Para cuantificar la cantidad de virus recogido de cada córnea, prepare una dilución log10 de una sola vez del virus en medio libre de suero en tubos de microcentrífuga hasta que se alcance una dilución de una vez 10 a los ocho negativos. Después de aspirar el medio de crecimiento de cada pozo de células, transfiera un mililitro de cada dilución del virus a partir de una vez 10 a las tres negativas a las monocapas de células chapadas y coloque las células infectadas en la incubadora de cultivo celular durante dos horas. Al final de la incubación, lave suavemente cada pozo dos veces con PBS antes de agregar dos mililitros de medio cargado de metilcelulosa a cada pozo durante una incubación de 72 horas o hasta que se pueda observar la formación de placas.

Tras la observación de la placa, agregue lentamente un mililitro de metanol a la esquina de cada pozo durante una incubación de 15 minutos a temperatura ambiente. Al final de la incubación, aspire lentamente el contenido de cada pozo sin perturbar la monocapa celular. A continuación, etiquete cada pozo con un mililitro de solución de trabajo violeta de cristal, teniendo cuidado de que todas las células estén cubiertas para una incubación de 30 minutos protegida de la luz.

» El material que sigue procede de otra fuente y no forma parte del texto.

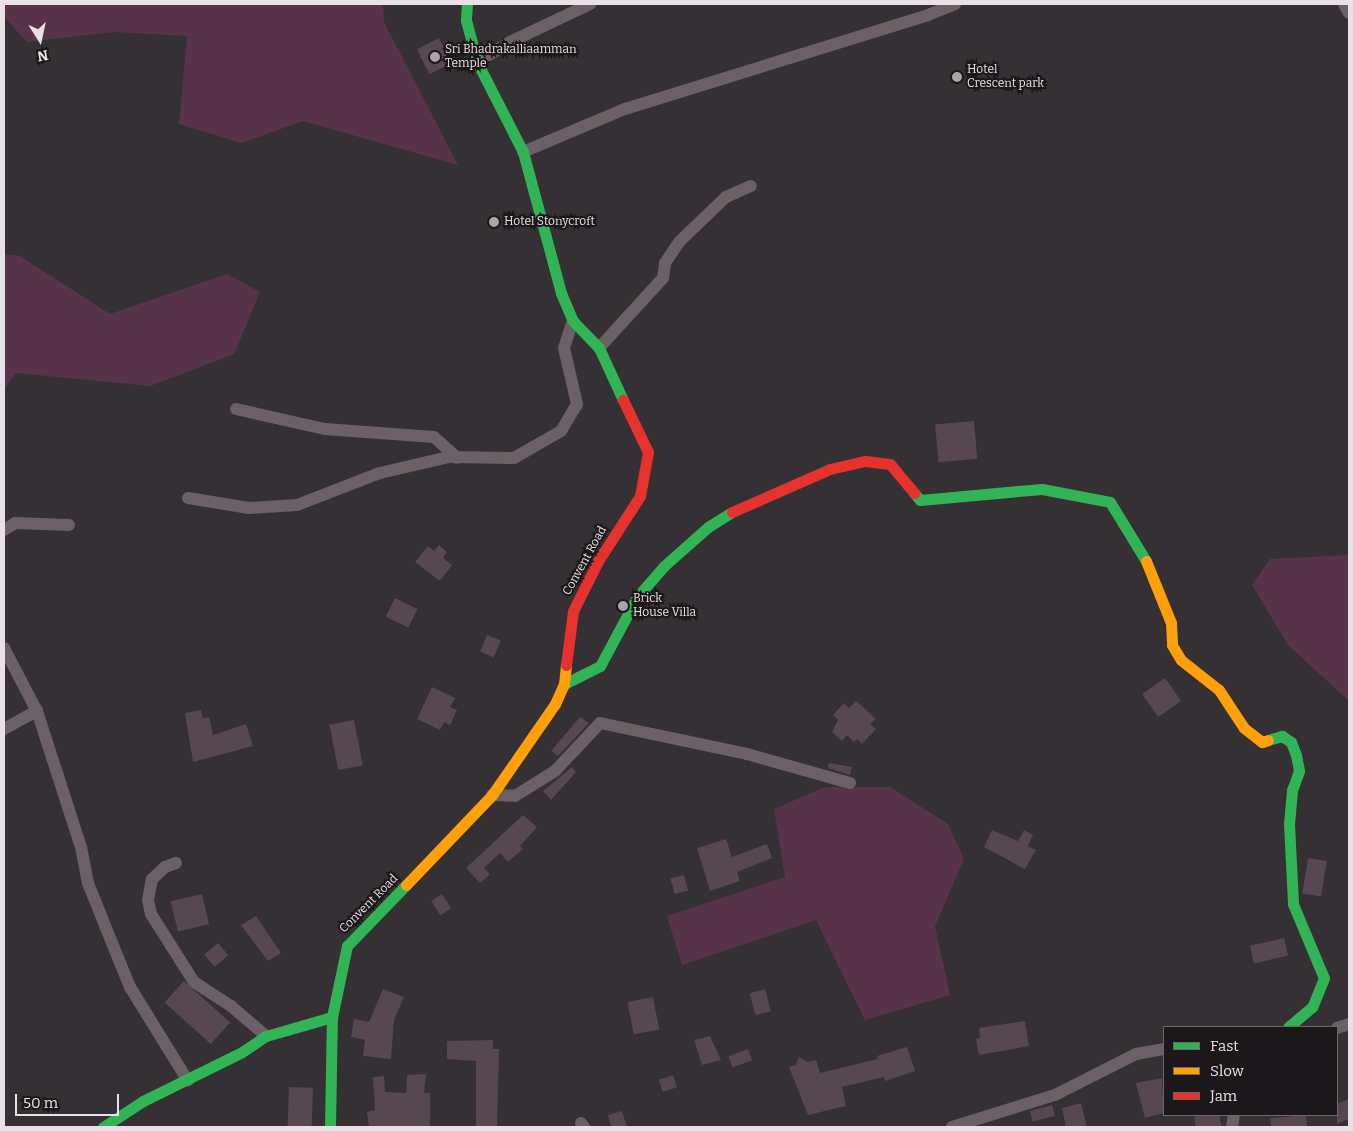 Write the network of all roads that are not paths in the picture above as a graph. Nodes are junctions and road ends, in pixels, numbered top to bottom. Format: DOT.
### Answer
graph roads {
  1 [pos="467,4"];
  2 [pos="590,4"];
  3 [pos="955,4"];
  4 [pos="1344,4"];
  5 [pos="1349,13"];
  6 [pos="478,62"];
  7 [pos="523,152"];
  8 [pos="751,186"];
  9 [pos="573,321"];
  10 [pos="599,348"];
  11 [pos="236,408"];
  12 [pos="457,458"];
  13 [pos="188,498"];
  14 [pos="68,525"];
  15 [pos="4,530"];
  16 [pos="4,648"];
  17 [pos="564,684"];
  18 [pos="37,711"];
  19 [pos="4,729"];
  20 [pos="850,784"];
  21 [pos="492,795"];
  22 [pos="176,863"];
  23 [pos="332,1017"];
  24 [pos="1289,1026"];
  25 [pos="266,1036"];
  26 [pos="1163,1049"];
  27 [pos="188,1081"];
  28 [pos="103,1127"];
  29 [pos="330,1127"];
  30 [pos="952,1127"];
  1 -- 6 [label="street, Convent Road"];
  2 -- 6 [label="street"];
  3 -- 7 [label="street"];
  4 -- 5 [label="street"];
  6 -- 7 [label="street, Convent Road"];
  7 -- 9 [label="street, Convent Road"];
  8 -- 10 [label="street"];
  9 -- 10 [label="street, Convent Road"];
  9 -- 12 [label="street"];
  10 -- 17 [label="street, Convent Road"];
  11 -- 12 [label="street"];
  12 -- 13 [label="street"];
  14 -- 15 [label="street"];
  16 -- 18 [label="street"];
  17 -- 21 [label="street, Convent Road"];
  17 -- 24 [label="street"];
  18 -- 19 [label="street"];
  18 -- 27 [label="street"];
  20 -- 21 [label="street"];
  21 -- 23 [label="street, Convent Road"];
  22 -- 25 [label="street"];
  23 -- 25 [label="street"];
  23 -- 29 [label="street, Convent Road"];
  25 -- 27 [label="street"];
  26 -- 30 [label="street"];
  27 -- 28 [label="street"];
} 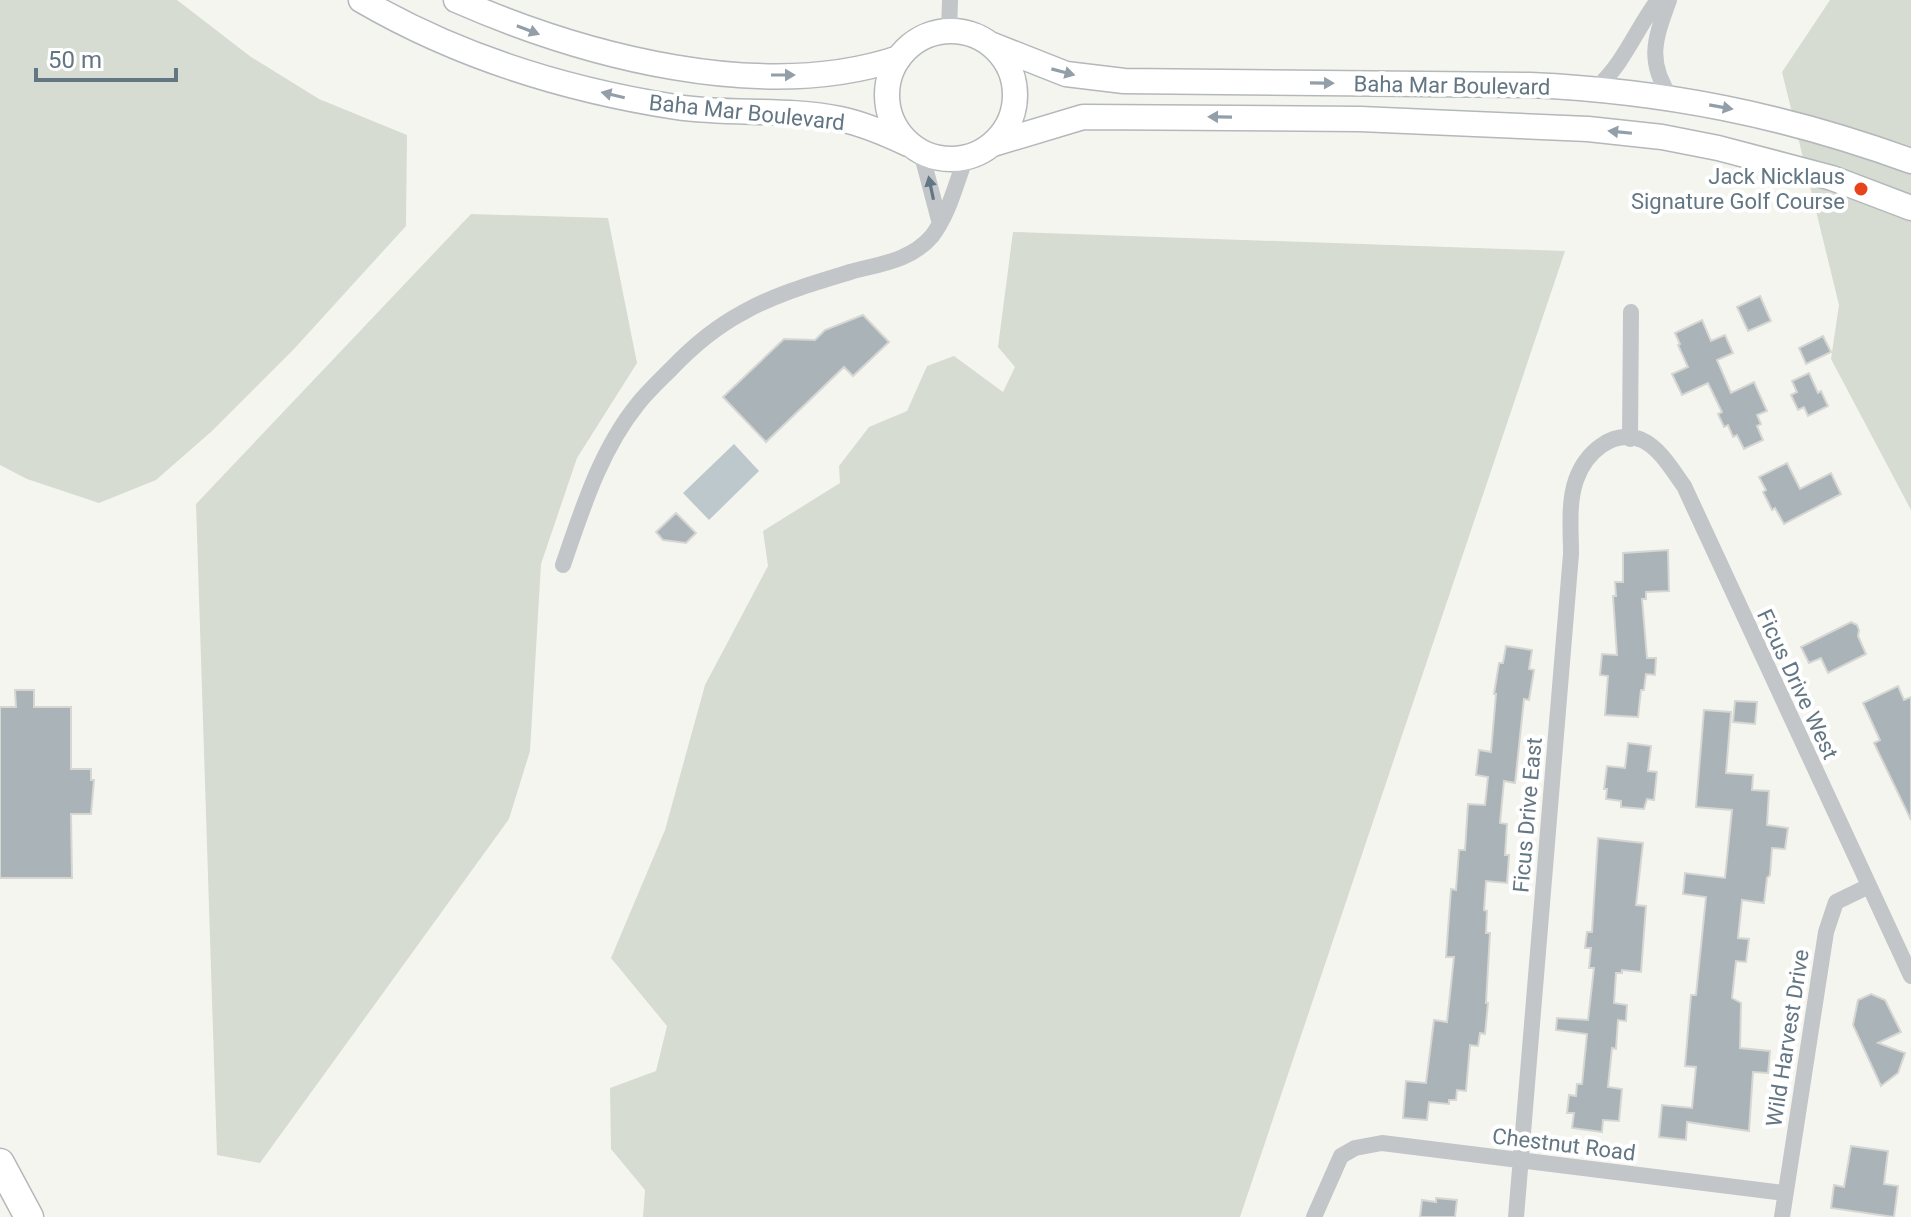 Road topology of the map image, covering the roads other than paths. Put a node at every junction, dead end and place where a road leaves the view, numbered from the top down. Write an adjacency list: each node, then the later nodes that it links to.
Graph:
1 (361, 0): 12 (main road, Baha Mar Boulevard, one-way to 1)
2 (456, 0): 8 (main road, Baha Mar Boulevard, one-way to 8)
3 (950, 0): 6 (street)
4 (1658, 0): 9 (street)
5 (1669, 0): 10 (street)
6 (949, 31): 7 (main road); 8 (main road)
7 (990, 44): 9 (main road, Baha Mar Boulevard, one-way to 9); 11 (main road)
8 (899, 58): 12 (main road)
9 (1596, 88): 10 (main road, Baha Mar Boulevard)
10 (1671, 98): 14 (main road, Baha Mar Boulevard, one-way to 14)
11 (993, 144): 13 (main road); 15 (main road, Baha Mar Boulevard, one-way to 11)
12 (915, 148): 13 (main road); 16 (street, one-way to 12)
13 (966, 158): 16 (street)
14 (1911, 161)
15 (1911, 208)
16 (940, 224): 19 (street)
17 (1631, 312): 18 (street)
18 (1624, 438): 20 (street, Ficus Drive West); 22 (street, Ficus Drive East)
19 (563, 565)
20 (1867, 887): 21 (street, Ficus Drive West); 24 (street, Wild Harvest Drive)
21 (1911, 976)
22 (1522, 1161): 24 (street, Chestnut Road); 26 (street, Chestnut Road); 27 (street, Ficus Drive East)
23 (0, 1163): 25 (highway)
24 (1784, 1193): 28 (street, Wild Harvest Drive)
25 (29, 1217)
26 (1314, 1217)
27 (1516, 1217)
28 (1782, 1217) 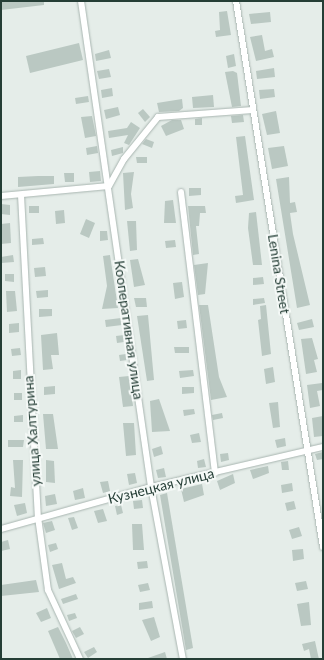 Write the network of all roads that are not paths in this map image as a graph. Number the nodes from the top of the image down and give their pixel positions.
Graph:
1 (81, 1) edge
2 (236, 1) edge
3 (253, 110) junction
4 (109, 186) junction
5 (181, 192) dead end
6 (21, 195) junction
7 (1, 196) edge
8 (323, 447) edge
9 (307, 451) junction
10 (214, 473) junction
11 (151, 487) junction
12 (38, 517) junction
13 (1, 528) edge
14 (323, 547) edge
15 (80, 659) edge
16 (183, 659) edge

1 - 4 street, Кооперативная улица
2 - 3 street, Lenina Street
3 - 4 street
3 - 9 street, Lenina Street
4 - 6 street
4 - 11 street, Кооперативная улица
5 - 10 street
6 - 7 street
6 - 12 street, улица Халтурина
8 - 9 street, Кузнецкая улица
9 - 10 street, Кузнецкая улица
9 - 14 street, Lenina Street
10 - 11 street, Кузнецкая улица
11 - 12 street, Кузнецкая улица
11 - 16 street, Кооперативная улица
12 - 13 street, Кузнецкая улица
12 - 15 street, улица Халтурина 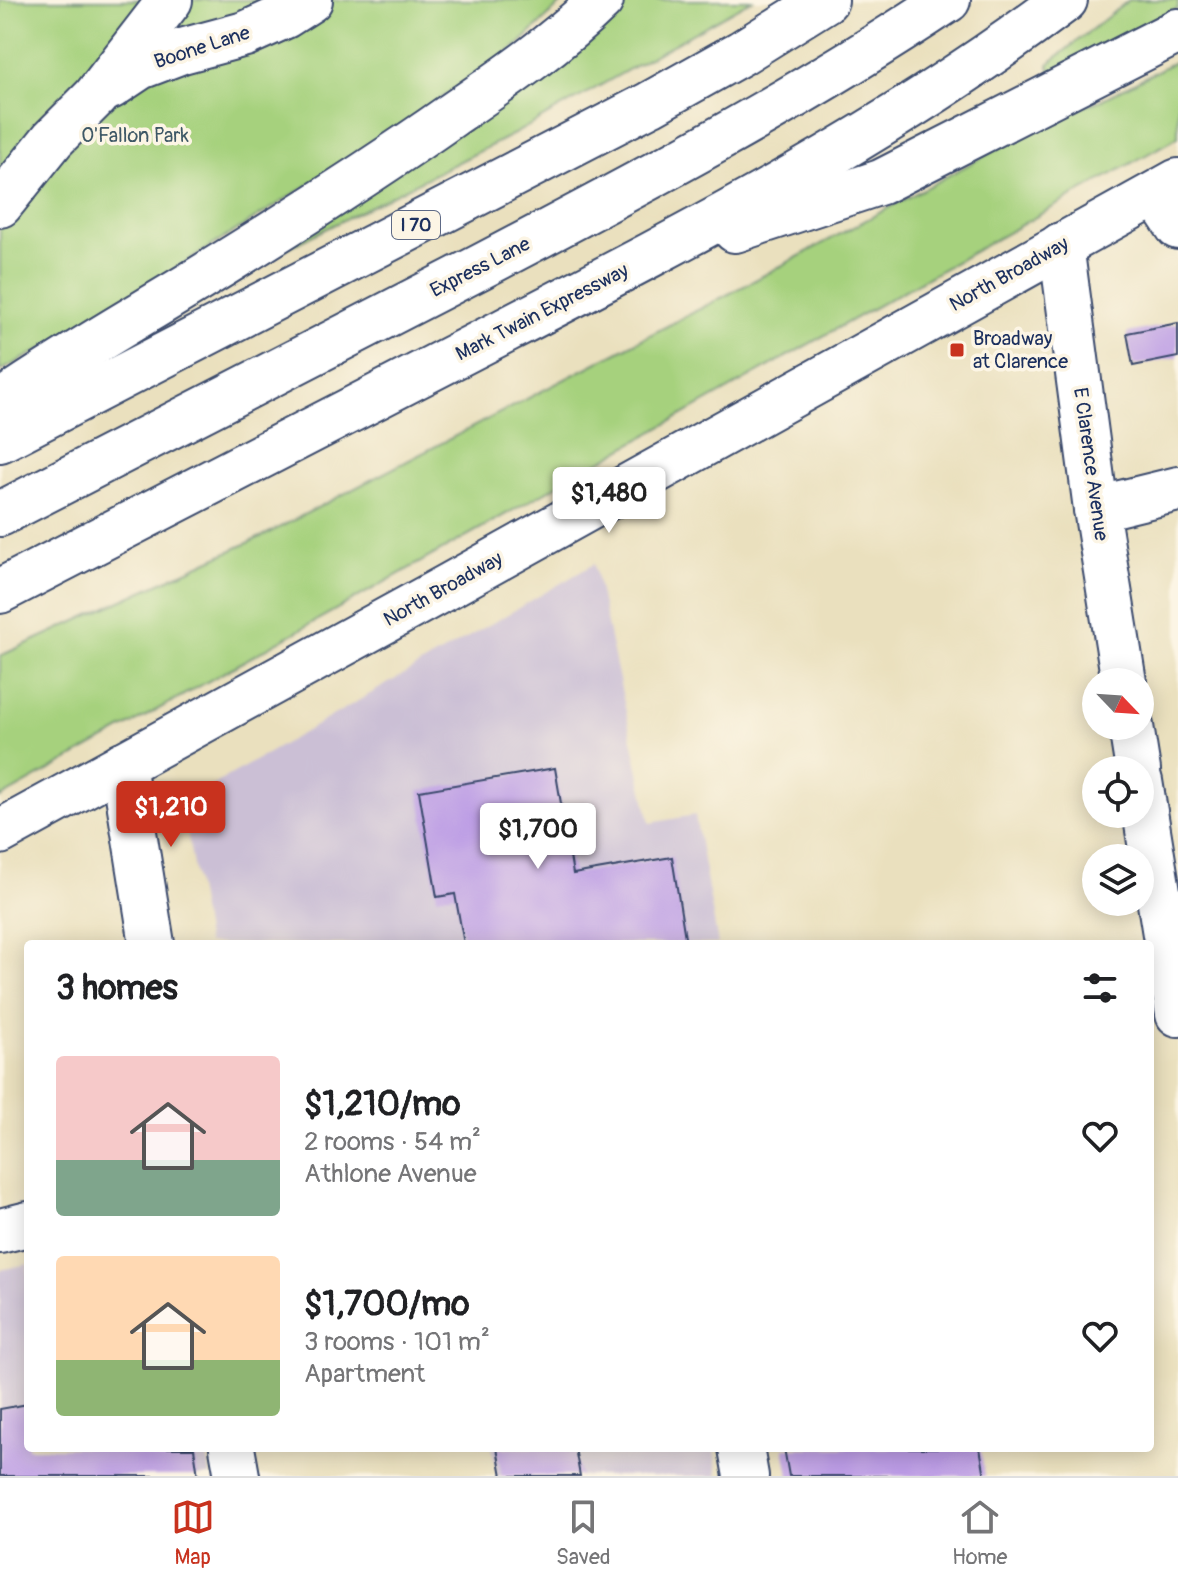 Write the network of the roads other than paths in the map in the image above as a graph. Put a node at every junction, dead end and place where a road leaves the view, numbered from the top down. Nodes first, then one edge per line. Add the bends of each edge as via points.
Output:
1 (170, 0) edge
2 (310, 0) edge
3 (601, 0) edge
4 (826, 0) edge
5 (948, 0) edge
6 (1065, 0) edge
7 (1178, 31) edge
8 (95, 97) junction
9 (1171, 201) edge
10 (0, 205) edge
11 (1061, 245) junction
12 (638, 262) junction
13 (0, 403) edge
14 (0, 440) edge
15 (1178, 489) edge
16 (1096, 509) junction
17 (0, 514) edge
18 (0, 591) edge
19 (1122, 668) edge
20 (123, 764) junction
21 (1146, 828) edge
22 (0, 832) edge
23 (151, 940) edge
24 (1167, 997) edge
25 (24, 1225) edge
26 (0, 1231) edge
27 (233, 1452) edge
28 (742, 1452) edge
29 (237, 1476) edge
30 (746, 1476) edge

1 - 8 main road
2 - 8 main road, Boone Lane via 245,34 140,67
3 - 13 main road via 498,83 388,160
4 - 14 main road, I 70 via 650,104
5 - 17 main road, Express Lane via 782,104 648,179
6 - 12 main road, Mark Twain Expressway via 871,131
7 - 12 main road via 881,182
8 - 10 main road
9 - 11 main road, North Broadway
11 - 16 main road, E Clarence Avenue
11 - 20 main road, North Broadway
12 - 18 main road, Mark Twain Expressway
15 - 16 main road
16 - 19 main road, E Clarence Avenue
20 - 22 main road, North Broadway
20 - 23 main road
21 - 24 main road
25 - 26 main road
27 - 29 main road
28 - 30 main road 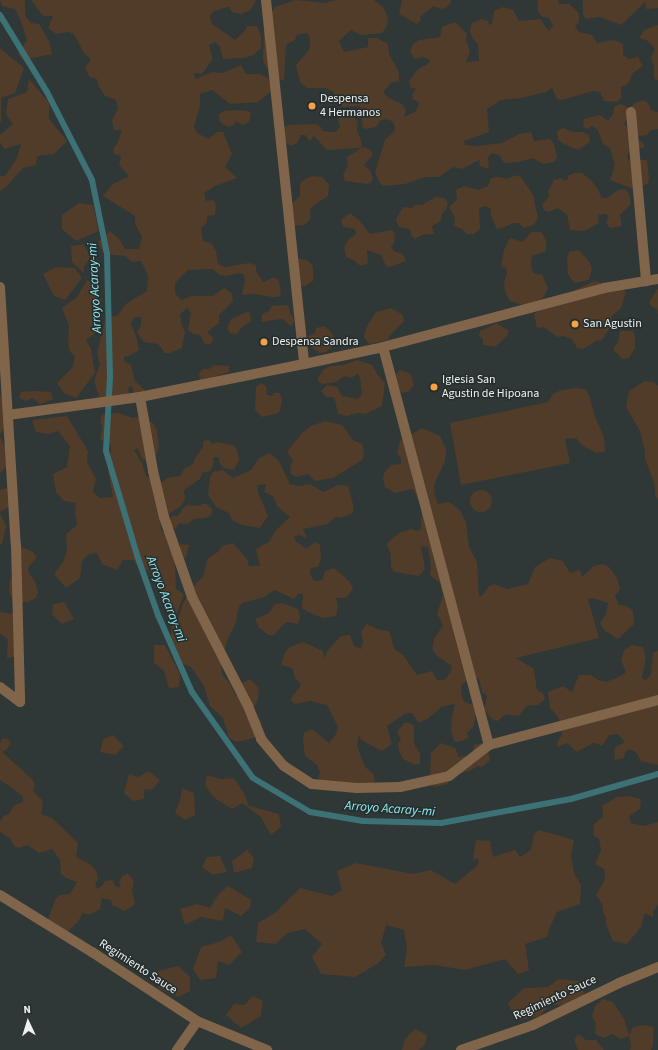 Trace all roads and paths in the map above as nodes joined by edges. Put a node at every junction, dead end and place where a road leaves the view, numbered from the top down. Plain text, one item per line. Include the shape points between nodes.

Al final de la incubación, deseche la solución y seque los pomos en una hoja de papel absorbente, luego cuente el número de placas en el pozo de dilución más alto para cuantificar el contenido total de virus en la solución inicial tres veces. Como se observa en este análisis de imágenes de fluorescencia estereoscópica, la eficacia antiviral de BX795 es similar a la de TFT en el control de la propagación viral, mientras que las córneas tratadas con vehículo solo demuestran la propagación del virus desde la zona de infección central a la periferia a los seis días posteriores a la inoculación viral inicial. Del mismo modo, los hisopos oculares tomados en los días dos y cuatro posteriores a la infección exhiben una inhibición completa del virus en las muestras de control positivas y tratadas con BX795, mientras que se observa un fuerte aumento en el título del virus infeccioso en las muestras de control negativas.

El aislamiento de la córnea porcina de todo el ojo porcino es el paso más importante. Los pasos 2.3 a 2.6 son los más cruciales en este proceso. Nuestro modelo se puede utilizar para comprender la propagación dendrítica del virus en córneas porcinas.

Este método también se puede extender hacia las infecciones bacterianas y fúngicas. Este método ha ayudado a visualizar la propagación dendrítica del virus en córneas fuera de un modelo humano. Este modelo es útil para probar la eficacia de los medicamentos antes de avanzar hacia los ensayos en animales y humanos.